最初の付与では風属性(微弱)の魔石を皮膜に付与して、わずかな風しか出なかった。


「まず付与した魔法の効果が弱い理由について。考えられるのはスキルレベルが低いこと。そして、魔石の風属性が微弱だったこと、魔石の大きさが小さいこと、この二つは要は素材の質が低いってことだな。あとは付与した物の大きさと付与した物が風属性と相性が悪い可能性もあるか?……あぁ、発動するのに使ってる魔石が原因ってのも考えられるか。微弱とはいえ風属性の魔石だし相性は悪くないはず。魔石の数が足りないか、魔石自体の質が低いか」


付与した魔法の効果が弱い理由を考え、検証方法を考えると買っておいたメモ帳に書き出していく。
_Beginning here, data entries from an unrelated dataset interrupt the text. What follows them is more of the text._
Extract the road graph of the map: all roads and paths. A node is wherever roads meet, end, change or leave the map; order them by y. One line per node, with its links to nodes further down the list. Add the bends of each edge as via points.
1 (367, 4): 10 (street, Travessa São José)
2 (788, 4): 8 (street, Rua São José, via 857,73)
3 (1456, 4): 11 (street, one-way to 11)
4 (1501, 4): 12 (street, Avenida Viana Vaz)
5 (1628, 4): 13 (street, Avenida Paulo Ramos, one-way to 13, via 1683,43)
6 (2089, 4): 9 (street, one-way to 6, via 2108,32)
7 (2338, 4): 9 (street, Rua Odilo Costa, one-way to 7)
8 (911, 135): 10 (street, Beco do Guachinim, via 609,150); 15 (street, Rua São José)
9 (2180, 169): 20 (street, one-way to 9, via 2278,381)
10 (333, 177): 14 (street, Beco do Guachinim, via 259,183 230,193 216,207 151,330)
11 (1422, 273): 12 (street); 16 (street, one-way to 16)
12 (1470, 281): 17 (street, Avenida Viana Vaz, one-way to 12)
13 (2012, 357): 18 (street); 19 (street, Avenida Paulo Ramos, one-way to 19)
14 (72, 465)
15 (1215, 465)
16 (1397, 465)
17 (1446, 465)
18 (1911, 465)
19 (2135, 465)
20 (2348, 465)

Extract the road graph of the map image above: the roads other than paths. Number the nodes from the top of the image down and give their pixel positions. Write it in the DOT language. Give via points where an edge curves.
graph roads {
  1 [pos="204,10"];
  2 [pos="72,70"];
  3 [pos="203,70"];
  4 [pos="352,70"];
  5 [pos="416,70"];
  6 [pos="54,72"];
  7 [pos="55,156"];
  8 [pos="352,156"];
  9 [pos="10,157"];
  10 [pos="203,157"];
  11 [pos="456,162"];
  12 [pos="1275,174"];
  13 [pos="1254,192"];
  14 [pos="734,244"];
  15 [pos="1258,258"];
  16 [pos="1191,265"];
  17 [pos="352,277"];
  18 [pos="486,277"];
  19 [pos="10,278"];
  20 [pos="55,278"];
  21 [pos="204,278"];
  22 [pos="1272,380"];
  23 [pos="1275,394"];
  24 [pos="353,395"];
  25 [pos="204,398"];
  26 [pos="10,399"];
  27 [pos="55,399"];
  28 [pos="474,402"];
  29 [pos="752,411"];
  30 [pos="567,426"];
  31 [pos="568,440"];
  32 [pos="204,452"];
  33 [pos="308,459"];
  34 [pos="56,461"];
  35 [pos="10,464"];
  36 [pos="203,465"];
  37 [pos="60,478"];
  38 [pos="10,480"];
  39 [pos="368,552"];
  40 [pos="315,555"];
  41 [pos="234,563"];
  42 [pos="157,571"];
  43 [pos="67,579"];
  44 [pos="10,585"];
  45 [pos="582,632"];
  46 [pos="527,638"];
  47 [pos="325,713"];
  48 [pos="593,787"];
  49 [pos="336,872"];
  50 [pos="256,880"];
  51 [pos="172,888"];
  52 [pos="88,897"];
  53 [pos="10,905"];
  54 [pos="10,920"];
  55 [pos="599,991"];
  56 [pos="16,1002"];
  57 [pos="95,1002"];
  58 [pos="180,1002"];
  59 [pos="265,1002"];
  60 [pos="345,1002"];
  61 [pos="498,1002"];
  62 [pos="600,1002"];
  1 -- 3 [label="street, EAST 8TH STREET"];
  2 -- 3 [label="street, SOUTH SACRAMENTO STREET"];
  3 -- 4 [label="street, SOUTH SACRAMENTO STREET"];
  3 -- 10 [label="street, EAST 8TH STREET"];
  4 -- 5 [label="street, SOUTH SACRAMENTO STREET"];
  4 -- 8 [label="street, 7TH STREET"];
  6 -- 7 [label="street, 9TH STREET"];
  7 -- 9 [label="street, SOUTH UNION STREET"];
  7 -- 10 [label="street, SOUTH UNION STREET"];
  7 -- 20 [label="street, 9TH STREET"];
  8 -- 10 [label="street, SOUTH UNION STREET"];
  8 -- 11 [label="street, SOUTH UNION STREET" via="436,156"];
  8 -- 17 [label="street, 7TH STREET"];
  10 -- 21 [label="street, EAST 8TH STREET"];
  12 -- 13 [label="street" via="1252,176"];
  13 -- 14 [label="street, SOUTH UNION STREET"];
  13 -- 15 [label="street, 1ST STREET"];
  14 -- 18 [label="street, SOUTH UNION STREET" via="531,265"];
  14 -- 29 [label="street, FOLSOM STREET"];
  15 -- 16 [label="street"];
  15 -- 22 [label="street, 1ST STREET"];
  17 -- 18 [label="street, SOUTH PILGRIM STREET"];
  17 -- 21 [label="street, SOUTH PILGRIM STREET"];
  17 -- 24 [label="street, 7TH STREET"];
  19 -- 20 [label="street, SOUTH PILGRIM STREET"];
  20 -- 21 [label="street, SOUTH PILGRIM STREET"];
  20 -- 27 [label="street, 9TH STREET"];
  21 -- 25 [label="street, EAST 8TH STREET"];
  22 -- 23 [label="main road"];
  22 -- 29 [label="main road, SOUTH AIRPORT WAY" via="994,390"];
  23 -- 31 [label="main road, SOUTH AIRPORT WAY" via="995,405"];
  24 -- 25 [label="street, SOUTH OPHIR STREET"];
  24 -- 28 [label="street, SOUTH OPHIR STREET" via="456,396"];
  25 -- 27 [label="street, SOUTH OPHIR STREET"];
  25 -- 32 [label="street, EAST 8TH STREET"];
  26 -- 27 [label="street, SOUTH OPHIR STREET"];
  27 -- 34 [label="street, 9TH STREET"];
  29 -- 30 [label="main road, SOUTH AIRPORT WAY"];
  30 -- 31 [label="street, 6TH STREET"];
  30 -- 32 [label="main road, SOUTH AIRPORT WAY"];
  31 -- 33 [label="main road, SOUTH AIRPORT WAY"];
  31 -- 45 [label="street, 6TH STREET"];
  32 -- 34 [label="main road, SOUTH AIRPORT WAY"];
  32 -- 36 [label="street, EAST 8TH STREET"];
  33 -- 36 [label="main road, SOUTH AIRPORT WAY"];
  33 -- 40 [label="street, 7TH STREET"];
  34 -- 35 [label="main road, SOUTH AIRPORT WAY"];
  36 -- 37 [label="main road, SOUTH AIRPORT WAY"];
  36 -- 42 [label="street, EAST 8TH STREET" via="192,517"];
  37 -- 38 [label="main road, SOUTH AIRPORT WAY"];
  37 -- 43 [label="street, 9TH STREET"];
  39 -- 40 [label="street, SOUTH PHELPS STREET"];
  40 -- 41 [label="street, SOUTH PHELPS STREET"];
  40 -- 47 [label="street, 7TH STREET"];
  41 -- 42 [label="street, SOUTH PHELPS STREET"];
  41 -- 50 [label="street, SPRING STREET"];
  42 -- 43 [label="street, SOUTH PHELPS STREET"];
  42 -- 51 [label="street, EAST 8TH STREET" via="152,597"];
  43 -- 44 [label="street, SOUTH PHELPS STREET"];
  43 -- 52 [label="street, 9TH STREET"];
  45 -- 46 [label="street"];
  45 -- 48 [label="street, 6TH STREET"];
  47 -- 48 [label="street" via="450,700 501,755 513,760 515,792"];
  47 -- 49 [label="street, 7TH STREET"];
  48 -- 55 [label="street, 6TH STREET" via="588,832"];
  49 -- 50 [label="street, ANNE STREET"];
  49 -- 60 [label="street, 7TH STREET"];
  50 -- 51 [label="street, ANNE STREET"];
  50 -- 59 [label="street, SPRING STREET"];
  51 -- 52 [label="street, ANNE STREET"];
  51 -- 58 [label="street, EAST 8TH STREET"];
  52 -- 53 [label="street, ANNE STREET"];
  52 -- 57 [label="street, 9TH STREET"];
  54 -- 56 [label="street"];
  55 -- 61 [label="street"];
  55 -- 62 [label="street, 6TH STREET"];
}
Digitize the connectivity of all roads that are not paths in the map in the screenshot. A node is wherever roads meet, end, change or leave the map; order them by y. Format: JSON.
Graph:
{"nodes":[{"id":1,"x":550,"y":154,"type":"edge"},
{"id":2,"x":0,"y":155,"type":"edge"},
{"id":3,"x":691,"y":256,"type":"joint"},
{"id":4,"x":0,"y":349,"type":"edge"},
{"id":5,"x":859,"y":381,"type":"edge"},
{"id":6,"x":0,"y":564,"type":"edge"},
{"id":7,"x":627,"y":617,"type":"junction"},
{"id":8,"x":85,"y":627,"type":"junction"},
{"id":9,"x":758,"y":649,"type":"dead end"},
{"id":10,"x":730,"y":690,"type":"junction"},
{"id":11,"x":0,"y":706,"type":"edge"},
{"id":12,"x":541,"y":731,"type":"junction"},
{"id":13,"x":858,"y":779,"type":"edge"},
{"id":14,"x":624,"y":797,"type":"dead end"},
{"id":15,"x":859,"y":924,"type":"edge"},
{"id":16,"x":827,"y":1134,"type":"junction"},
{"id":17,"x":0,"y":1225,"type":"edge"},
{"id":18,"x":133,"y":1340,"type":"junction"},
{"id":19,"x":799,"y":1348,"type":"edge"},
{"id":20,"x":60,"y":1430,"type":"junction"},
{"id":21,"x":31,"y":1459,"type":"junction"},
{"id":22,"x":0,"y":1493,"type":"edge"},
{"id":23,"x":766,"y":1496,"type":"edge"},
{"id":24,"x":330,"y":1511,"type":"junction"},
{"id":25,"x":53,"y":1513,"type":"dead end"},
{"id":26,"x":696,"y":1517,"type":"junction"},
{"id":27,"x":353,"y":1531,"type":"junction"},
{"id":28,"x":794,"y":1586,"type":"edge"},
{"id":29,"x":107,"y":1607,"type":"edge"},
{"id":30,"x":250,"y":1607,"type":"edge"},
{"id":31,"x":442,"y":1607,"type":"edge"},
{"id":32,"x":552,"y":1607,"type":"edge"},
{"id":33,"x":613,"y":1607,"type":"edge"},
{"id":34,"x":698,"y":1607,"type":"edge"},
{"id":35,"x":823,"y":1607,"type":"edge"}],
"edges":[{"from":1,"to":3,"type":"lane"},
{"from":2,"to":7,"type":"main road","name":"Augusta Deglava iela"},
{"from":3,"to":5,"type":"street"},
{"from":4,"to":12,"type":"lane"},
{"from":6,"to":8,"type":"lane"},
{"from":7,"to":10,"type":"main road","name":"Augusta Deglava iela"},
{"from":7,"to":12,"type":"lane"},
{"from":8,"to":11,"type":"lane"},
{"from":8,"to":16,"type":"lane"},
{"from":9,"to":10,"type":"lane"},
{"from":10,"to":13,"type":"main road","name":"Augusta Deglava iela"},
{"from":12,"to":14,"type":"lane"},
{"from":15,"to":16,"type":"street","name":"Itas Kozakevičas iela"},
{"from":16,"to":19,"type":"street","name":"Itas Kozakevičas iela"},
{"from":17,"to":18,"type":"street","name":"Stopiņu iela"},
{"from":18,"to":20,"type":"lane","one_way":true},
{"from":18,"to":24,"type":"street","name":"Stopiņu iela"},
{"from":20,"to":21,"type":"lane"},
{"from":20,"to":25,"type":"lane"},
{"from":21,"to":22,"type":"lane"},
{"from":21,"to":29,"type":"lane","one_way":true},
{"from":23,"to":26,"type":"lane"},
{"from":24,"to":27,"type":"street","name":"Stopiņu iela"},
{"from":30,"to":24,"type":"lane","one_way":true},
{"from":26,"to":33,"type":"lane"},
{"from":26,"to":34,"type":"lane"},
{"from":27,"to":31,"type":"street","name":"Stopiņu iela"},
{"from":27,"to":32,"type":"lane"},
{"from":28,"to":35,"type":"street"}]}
「スキルレベルはレベルが上がるまでひたすら付与を使ってみるしかないからひとまず置いておく。素材の質が悪かったことについては継承で風属性(弱)の魔石を作って別の皮膜に付与すれば属性の強さについては比較できるな。魔石の大きさについては比較できるくらい大きい魔石を用意してそこに継承で風属性を付けるか。魔石はどこかで買えるかな?」


思いついた検証方法と問題の解決策をメモに書き加えていく。


「付与した物の大きさは皮膜を切って小さくしてから付与すればいいし、相性についてはスライムグミでも取ってきて付与してみるか。いや、相性という意味だと風属性と相性が悪い属性を調べてから考えた方が良いな。あとはダンジョン産以外の物に付与した場合も調べた方がいいか?発動させるときの魔石は数に関してはいくつかまとめて使ってみればわかるな。魔石自体の質はこれも魔石を狩って来るしかないな」


一応ぱっと思いつく限りは洗い出せた。


「次は発動位置と指向性か。ただこれについては全く案が浮かばないんだよな……。付与するときに発動位置と指向性をイメージしてみるくらいか?あとは付与したあと筒の中に組み込むとか1方向だけ向くように固定すれば……いや、固定した面で魔法が発動して暴発でもしたら大変だからなこの方法は最終手段だ」


発動位置と方向についてはいくら考えてもこれといった案が浮かばなかった。


「課題と解決方法はこんな所か。さっそくすぐできる所から手をつけていくか。今できるのは風属性(弱)の魔石を作ることと、皮膜を切って付与することか。あとはイメージで発動位置と指向性を付けられるか」


今できる内容を試すとあっさりと分かり易い結果が出てしまった。


「弱の魔石を使う、皮膜を4分の1にするどちらで作っても若干効果が強くなったな」


皮膜に手をかざすとハンディ扇風機の微風くらいの風量を感じる。


「つまりより良い素材を使った方が良いし、付与する物は小さい方が良いってことか。……いや、この場合付与した魔法が効果を発揮する範囲が小さい方が良いってことも考えられるな。発動する面を片面だけに絞れれば比較できるんだけどな。……とりあえずイメージしてやってみるか」


微弱の魔石と4分の1に切った皮膜を手に取り、皮膜の片面からだけ風が出るようにイメージをしっかり固める


「『付与:ウィンド』」


光が吸い込まれ、付与が完了した。魔石を乗せてみると皮膜の両面から風が吹いたが、片面の風は弱く、風が出るようにイメージした側はわずかに強くなった。


「完全ではないけど指向性はつけられたな。付与する時のイメージが影響するのは間違いなさそうだけど、完全に指向性を付けるにはもっとイメージ力をつけるかスキルレベルが上がらないとダメそうだな」


残りの魔石の数を確認して、この日の付与の実験はここまでにした。